これらについて、テストフレームワーク毎にE2Eテストを実装したものが、下記になります。
boilersE2E ユニットテスト(E2Eテスト)のコード
ご覧の通りですが、WPFとWinFormsの違いはそんなにありません。WPFでいうAutomationID と WinFormsでいうAccessibleName に同じ名前を採用しているので、ほぼ使い回しができるのです。(頭文字が一部大文字になったりはしましたが)
テストフレームワークによるテストの書き方に違いがあるのは当然ですが、boilersE2Eを実装した時は結構差があるのに驚きました。特にxUnitでOneTimeSetUpやOneTimeTearDown相当の機能がインターフェースで実装しなければならないことに驚きました。
投げやりにはなるのですが、E2Eテストの書き方、実装方法の詳細はGitHubのサンプルコードをご確認いただければと思います。
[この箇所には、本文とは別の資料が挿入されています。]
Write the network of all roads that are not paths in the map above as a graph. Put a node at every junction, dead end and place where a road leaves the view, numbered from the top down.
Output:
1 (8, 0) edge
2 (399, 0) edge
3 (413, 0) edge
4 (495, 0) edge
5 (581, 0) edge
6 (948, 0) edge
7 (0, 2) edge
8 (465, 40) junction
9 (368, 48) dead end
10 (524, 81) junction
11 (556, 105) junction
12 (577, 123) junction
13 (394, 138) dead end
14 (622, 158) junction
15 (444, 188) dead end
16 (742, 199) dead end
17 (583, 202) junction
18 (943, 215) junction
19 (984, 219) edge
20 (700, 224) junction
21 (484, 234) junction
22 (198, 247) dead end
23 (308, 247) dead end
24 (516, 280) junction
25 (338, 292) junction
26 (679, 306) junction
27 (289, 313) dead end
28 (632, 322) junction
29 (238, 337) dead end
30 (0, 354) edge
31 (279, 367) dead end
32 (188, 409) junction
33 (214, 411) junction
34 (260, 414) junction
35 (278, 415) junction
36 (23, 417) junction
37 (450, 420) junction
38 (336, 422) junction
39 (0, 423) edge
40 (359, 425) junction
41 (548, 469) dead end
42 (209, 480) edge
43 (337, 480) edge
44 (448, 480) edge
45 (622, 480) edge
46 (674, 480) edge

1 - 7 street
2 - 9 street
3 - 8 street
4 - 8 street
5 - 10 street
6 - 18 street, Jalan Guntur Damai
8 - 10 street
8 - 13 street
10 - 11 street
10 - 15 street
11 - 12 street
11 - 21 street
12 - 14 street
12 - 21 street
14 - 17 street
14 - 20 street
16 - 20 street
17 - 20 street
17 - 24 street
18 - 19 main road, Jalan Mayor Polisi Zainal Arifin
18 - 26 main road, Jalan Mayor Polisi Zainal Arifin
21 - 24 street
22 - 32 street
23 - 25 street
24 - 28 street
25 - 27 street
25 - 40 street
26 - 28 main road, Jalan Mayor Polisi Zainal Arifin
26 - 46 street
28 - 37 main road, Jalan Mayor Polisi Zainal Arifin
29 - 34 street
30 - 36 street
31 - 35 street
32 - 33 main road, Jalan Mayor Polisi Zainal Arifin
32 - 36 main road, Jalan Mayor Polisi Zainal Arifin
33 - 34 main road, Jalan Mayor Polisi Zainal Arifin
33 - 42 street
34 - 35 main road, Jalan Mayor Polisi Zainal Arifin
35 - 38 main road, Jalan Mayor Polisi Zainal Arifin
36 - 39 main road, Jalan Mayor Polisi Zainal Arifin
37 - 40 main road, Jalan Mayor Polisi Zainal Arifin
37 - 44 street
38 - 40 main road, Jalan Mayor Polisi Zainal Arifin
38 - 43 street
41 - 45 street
.NET 7.0 の xUnit によるE2Eテストを実施したものが下記になります。ちゃんと動いているでしょう?
まとめ
というわけで、boilersE2E の紹介記事を書きました。
みんなに使ってもらえるといいなぁ。。。
達成したこと
.NET DesktopでのWinAppDriverを使ったE2Eテストの易記述性に寄与できた。
今後
.NET MAUIでのE2Eテストをサポートしたい。